I scored b/w Charlize Theron and Stephen Hawking :-))

In any event it is a linear metric of one's ability to replicate the thinking memes of the test writers. I was marked down for (i) arguing (ii) pointing out that certain geometric patterns were similiar because they were both projections of the same set of 3D objects onto different 2D planes. They were quite unaware of that valid interpretation and this substantiates one of the dominant criticisms of the test : it is culturally and developmentally sensitive. If I'd been asked to listen to a piece of music and then name the main harmonic themes I would have crashed and burned. Or if I'd been asked what flower & in what season is safe to eat North of Alice Springs, then I'd be the dead white guy everyone else would be stepping over while they go walkabout. Or, like a dairy farmer I knew, if I'd been asked to smell a cow and say what illness they were afflicted with then my farm would be littered with dead stock ( and no milk forthcoming ). Or I could be the apparently half-smart guy at the banking house who helps 'smart people' to hand over their money to him, because he made them feel smarter than they were { so he leverages their own intelligence against themselves & that is really cool trick }. By linearising one throws away a massive slab of mental ability un-assessed, and in my view especially the bits about managing one's abilities in a social milieu.
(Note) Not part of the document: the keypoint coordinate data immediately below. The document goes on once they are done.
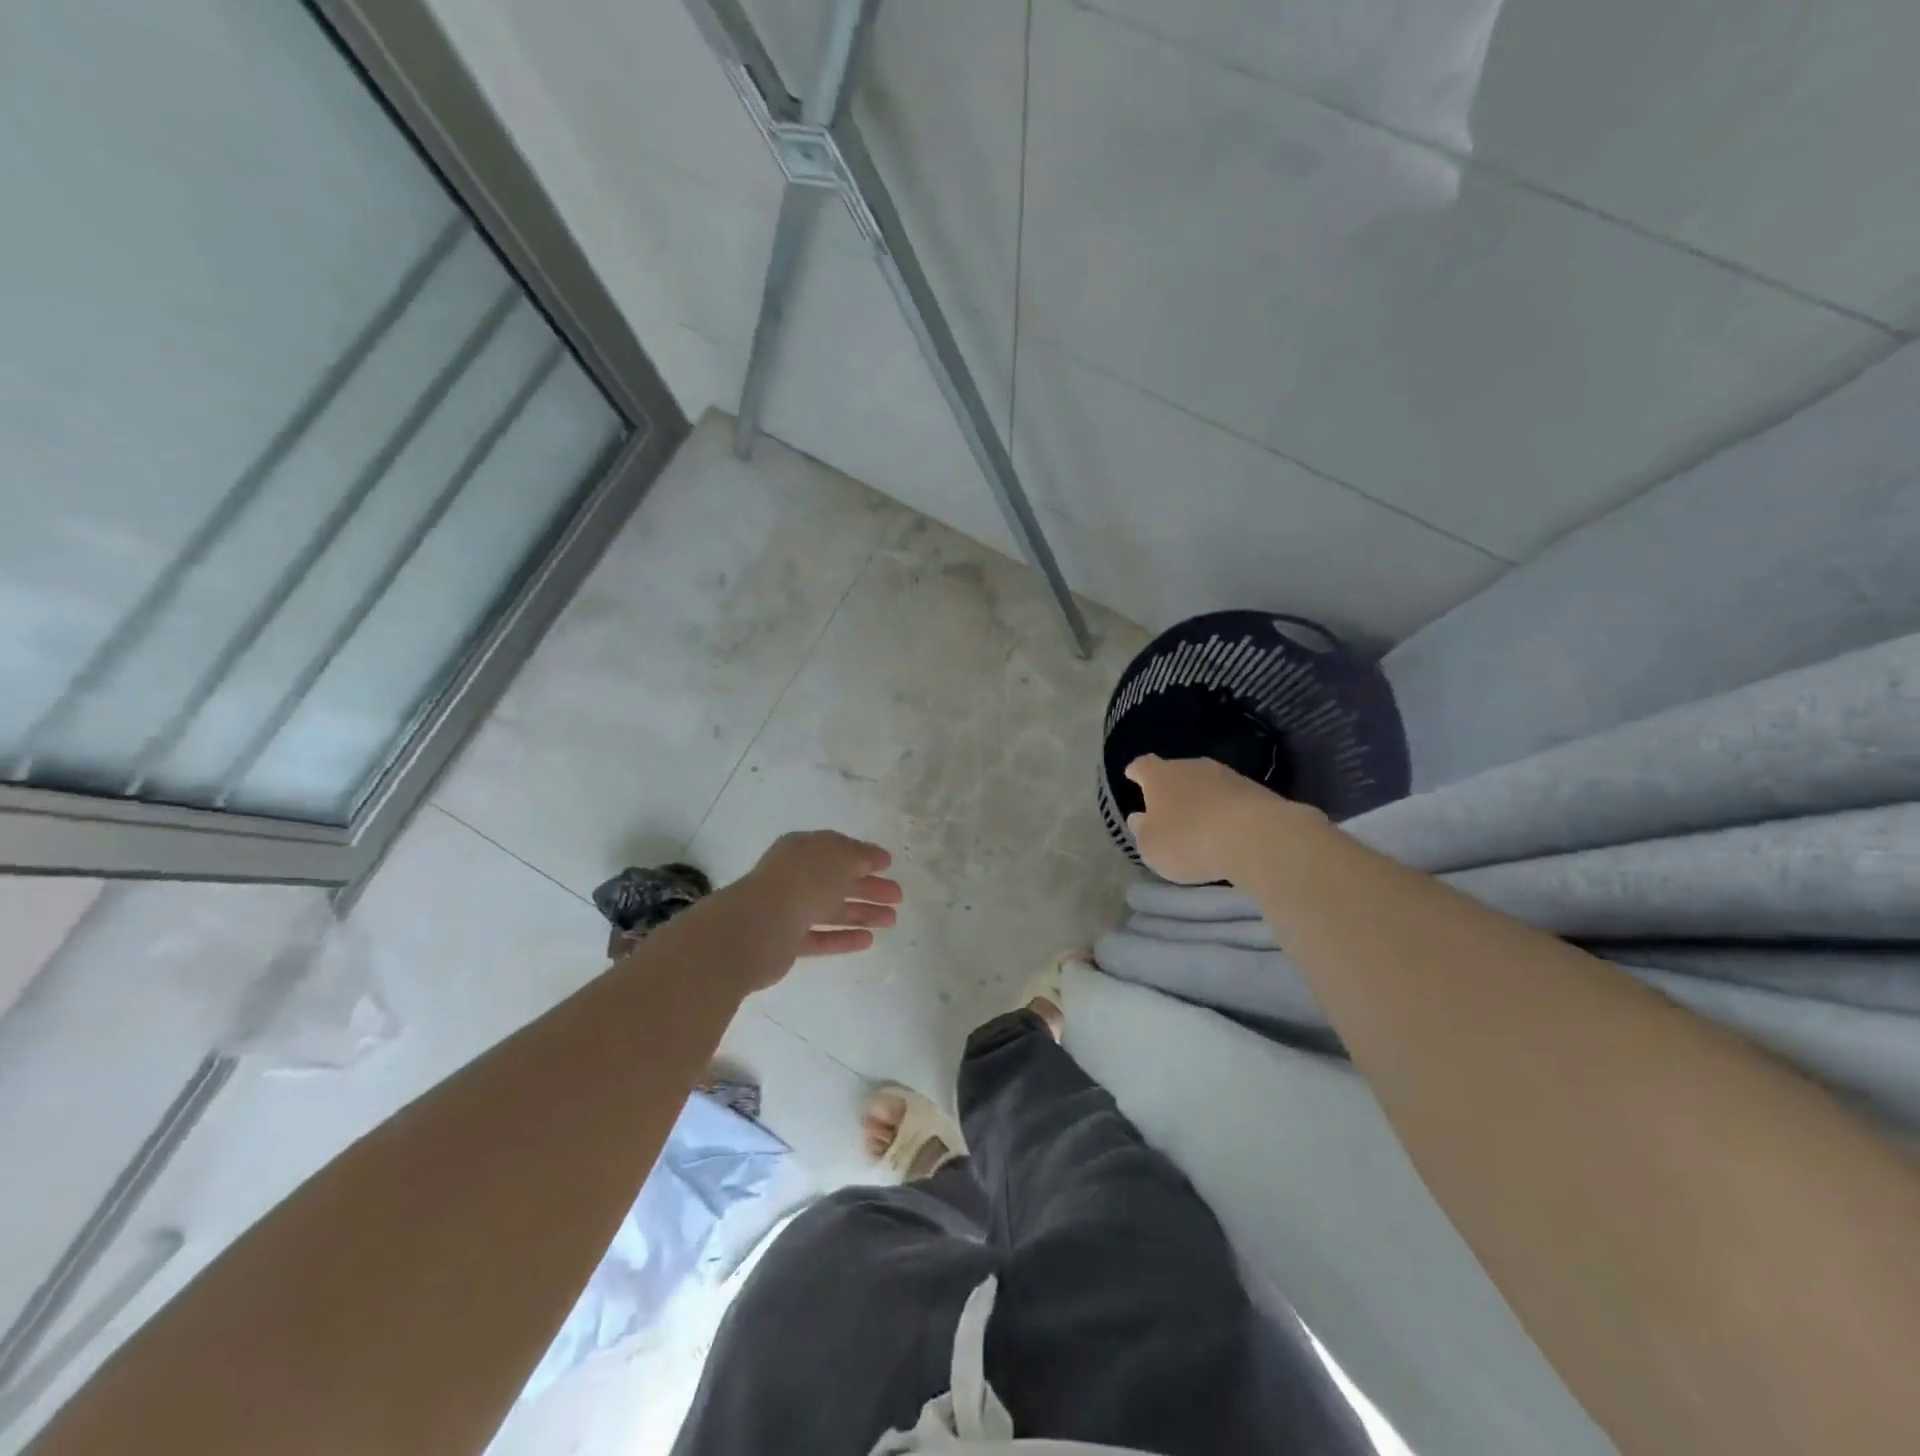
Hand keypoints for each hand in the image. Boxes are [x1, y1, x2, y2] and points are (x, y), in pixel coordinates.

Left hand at [732, 831, 900, 985]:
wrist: (757, 927)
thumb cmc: (802, 882)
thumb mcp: (839, 858)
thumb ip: (860, 856)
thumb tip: (876, 858)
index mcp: (802, 850)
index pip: (837, 849)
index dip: (864, 856)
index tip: (889, 865)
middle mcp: (794, 876)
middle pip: (837, 881)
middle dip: (869, 887)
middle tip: (898, 897)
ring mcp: (788, 909)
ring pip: (831, 910)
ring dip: (862, 913)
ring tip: (891, 921)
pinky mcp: (785, 942)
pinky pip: (820, 937)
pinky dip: (843, 938)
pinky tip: (868, 940)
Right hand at [1124, 754, 1322, 884]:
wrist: (1255, 837)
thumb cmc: (1188, 840)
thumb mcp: (1151, 846)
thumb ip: (1142, 831)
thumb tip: (1140, 818)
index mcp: (1160, 776)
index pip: (1143, 766)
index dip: (1136, 772)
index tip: (1132, 776)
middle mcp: (1192, 767)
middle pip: (1176, 772)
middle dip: (1171, 789)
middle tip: (1167, 809)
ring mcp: (1227, 776)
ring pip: (1206, 784)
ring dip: (1201, 800)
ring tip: (1200, 824)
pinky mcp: (1256, 791)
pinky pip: (1231, 799)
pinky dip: (1225, 811)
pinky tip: (1227, 831)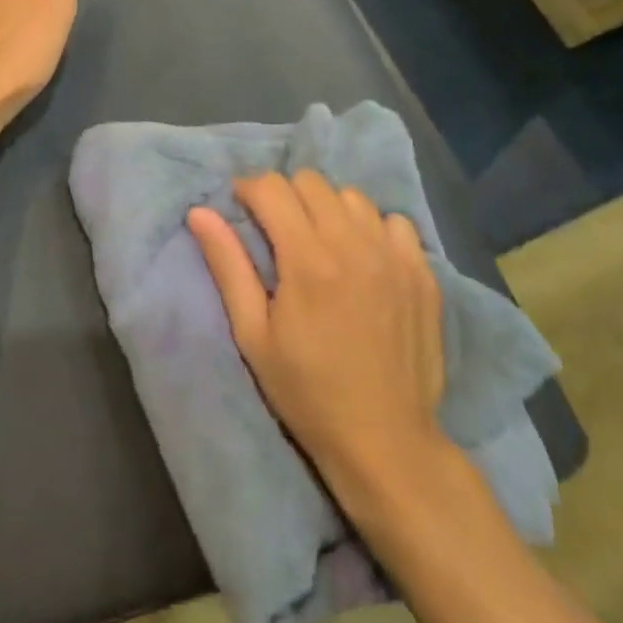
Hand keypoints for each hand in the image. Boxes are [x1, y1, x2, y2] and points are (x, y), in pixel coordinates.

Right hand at [187, 171, 447, 493]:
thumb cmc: (306, 390)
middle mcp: (354, 245)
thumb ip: (227, 265)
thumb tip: (199, 212)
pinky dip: (371, 227)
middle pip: (311, 181)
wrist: (385, 440)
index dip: (248, 189)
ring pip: (352, 197)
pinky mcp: (423, 274)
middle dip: (285, 194)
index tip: (241, 208)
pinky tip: (362, 257)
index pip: (272, 188)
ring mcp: (395, 257)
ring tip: (319, 241)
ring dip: (327, 208)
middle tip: (276, 228)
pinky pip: (394, 222)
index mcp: (307, 259)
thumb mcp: (252, 333)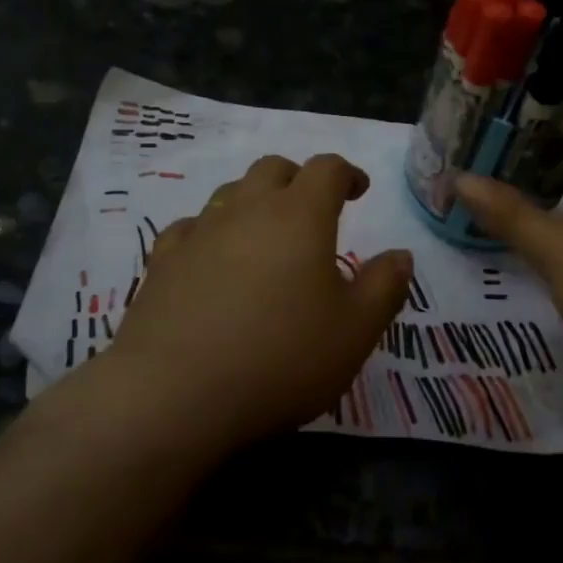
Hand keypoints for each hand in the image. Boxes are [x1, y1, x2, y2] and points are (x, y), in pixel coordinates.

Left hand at [107, 154, 412, 449]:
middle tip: (313, 209)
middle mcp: (247, 210)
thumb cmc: (281, 358)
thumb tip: (400, 255)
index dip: (347, 173)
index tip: (358, 191)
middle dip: (298, 179)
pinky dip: (210, 231)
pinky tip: (211, 257)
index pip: (326, 169)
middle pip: (273, 169)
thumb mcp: (355, 331)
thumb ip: (384, 287)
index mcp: (300, 216)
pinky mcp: (161, 262)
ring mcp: (199, 233)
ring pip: (230, 193)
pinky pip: (190, 227)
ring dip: (254, 201)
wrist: (175, 394)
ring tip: (266, 234)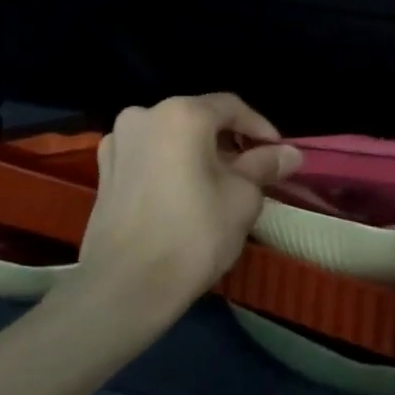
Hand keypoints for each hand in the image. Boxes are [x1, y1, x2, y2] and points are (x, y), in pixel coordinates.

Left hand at [70, 94, 299, 325]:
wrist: (124, 287)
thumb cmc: (193, 235)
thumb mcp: (242, 198)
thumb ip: (265, 166)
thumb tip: (290, 153)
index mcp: (181, 114)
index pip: (231, 107)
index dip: (260, 128)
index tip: (278, 153)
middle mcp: (144, 115)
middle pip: (198, 119)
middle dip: (227, 142)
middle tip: (251, 171)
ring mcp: (118, 143)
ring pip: (170, 138)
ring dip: (197, 154)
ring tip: (217, 185)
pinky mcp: (104, 172)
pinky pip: (148, 157)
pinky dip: (169, 166)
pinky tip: (182, 195)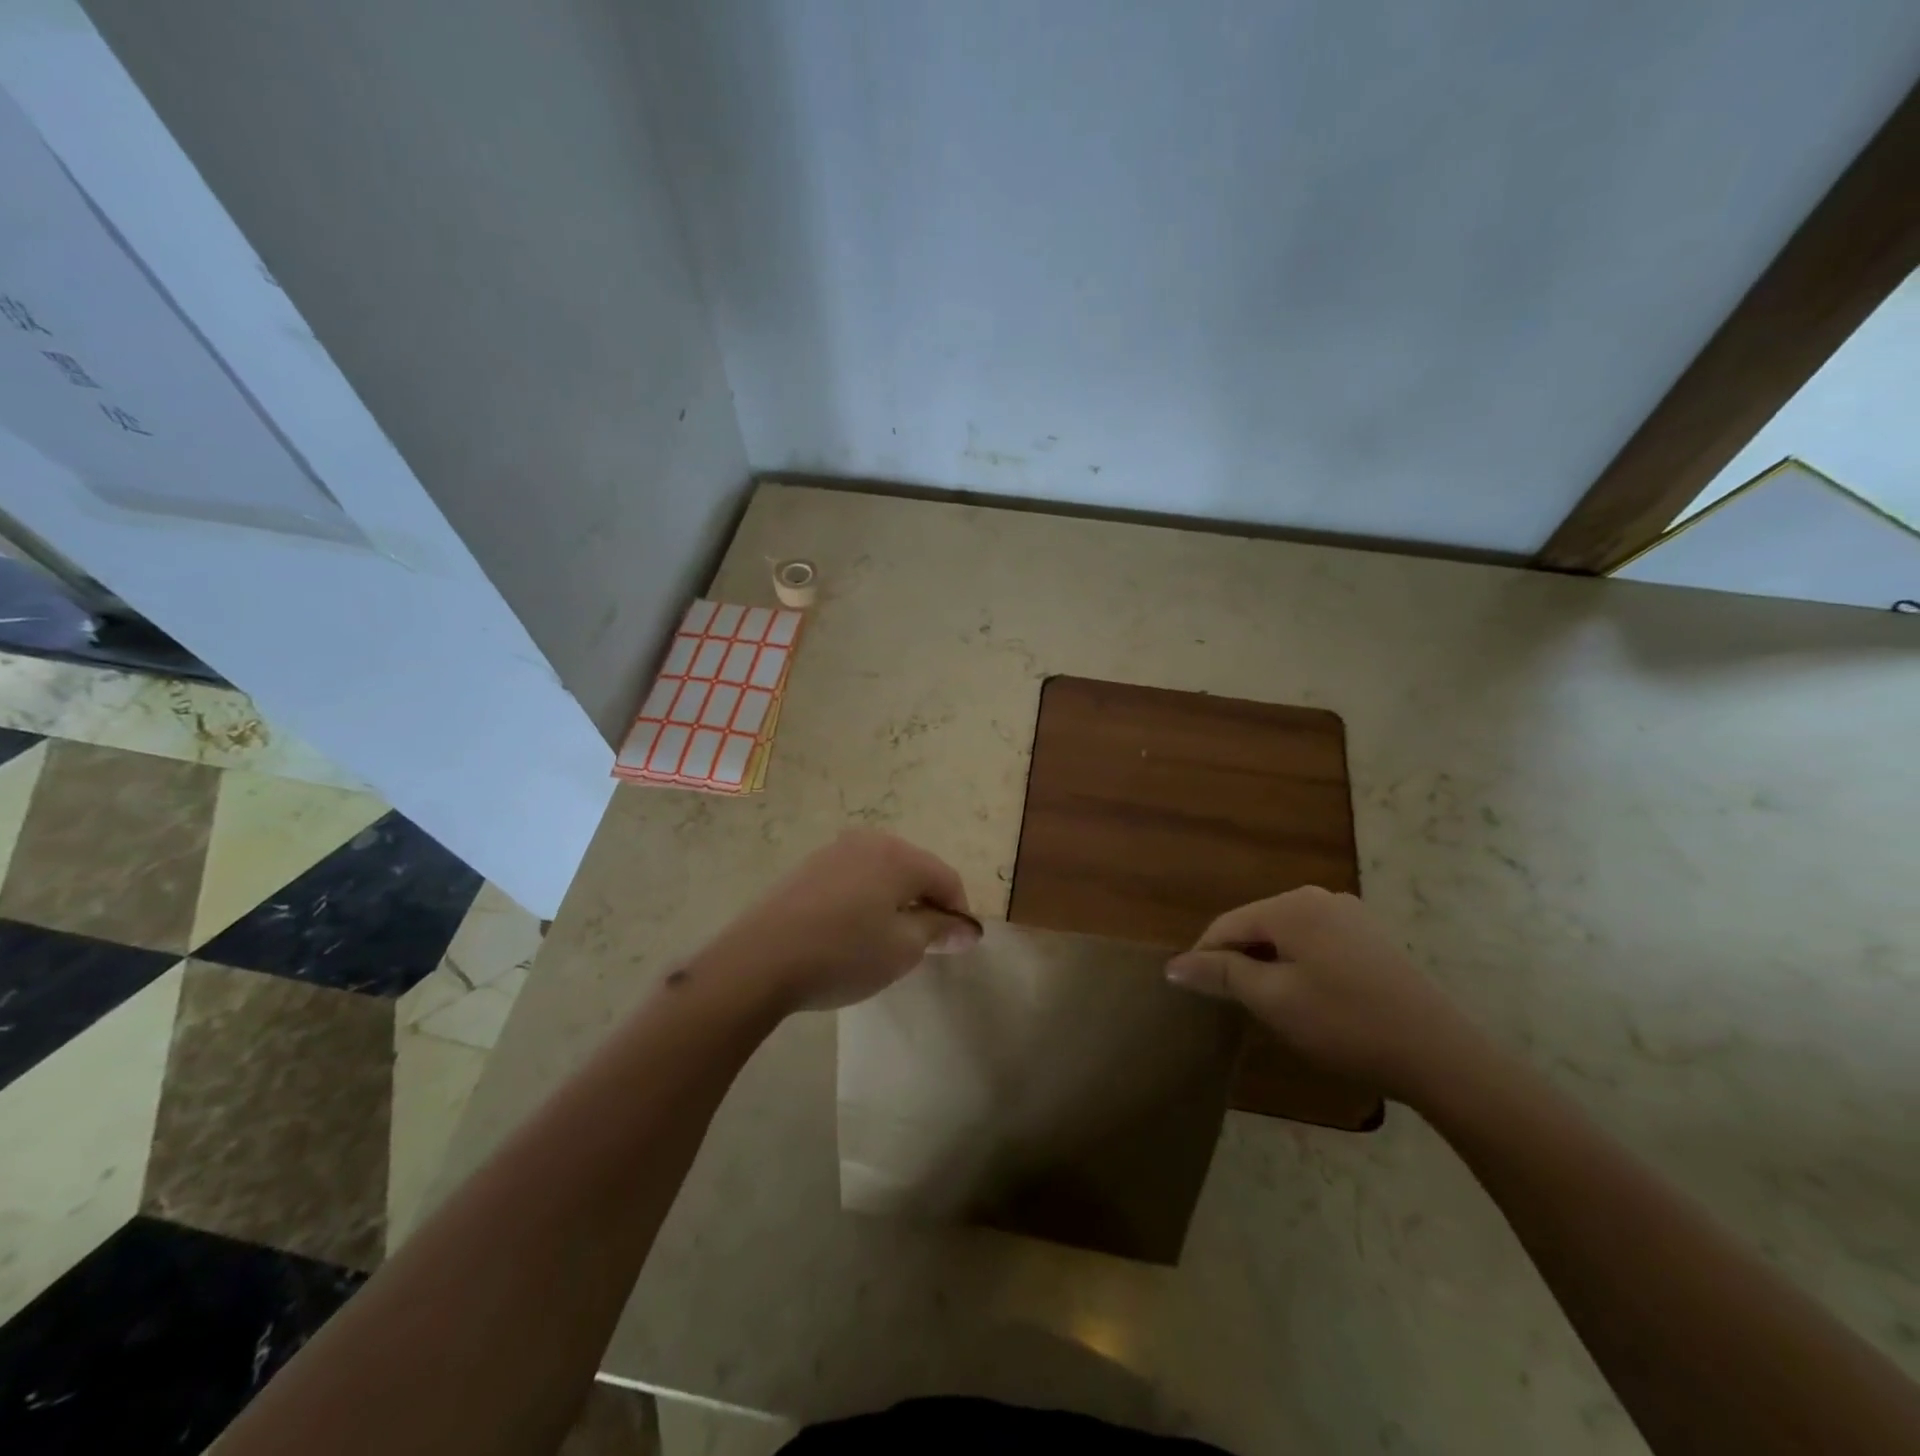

In my view Mensa have missed several key rules of being really clever :

#1 You have to be smart enough to know when to look dumb : I call this the 'Duck Now, Think Later Paradigm'.

#2 You actually have to ask someone else when you don't know something ie. the 'Context is King in the Presence of 6000 Volts Scenario'.

#3 You should check your answers against reality ie. the 'Get Out of Your Own Head Once in a While Technique'.

.... plus say, others like 'the guy with the gun is always right' ( if you want to propagate those clever genes ). There are many more. In my long experience of treating those with self inflicted high grade trauma Clever People rank #2 to the 14 year old males ( whom I don't think will ever be usurped from #1 ). :-)

Cheers, Mike.

( edit ) The Clever People had a model of a physical world not about the physical world. Fourteen year old males have no world model at all.

I have made this letter longer than usual because I lack the time to make it shorter ...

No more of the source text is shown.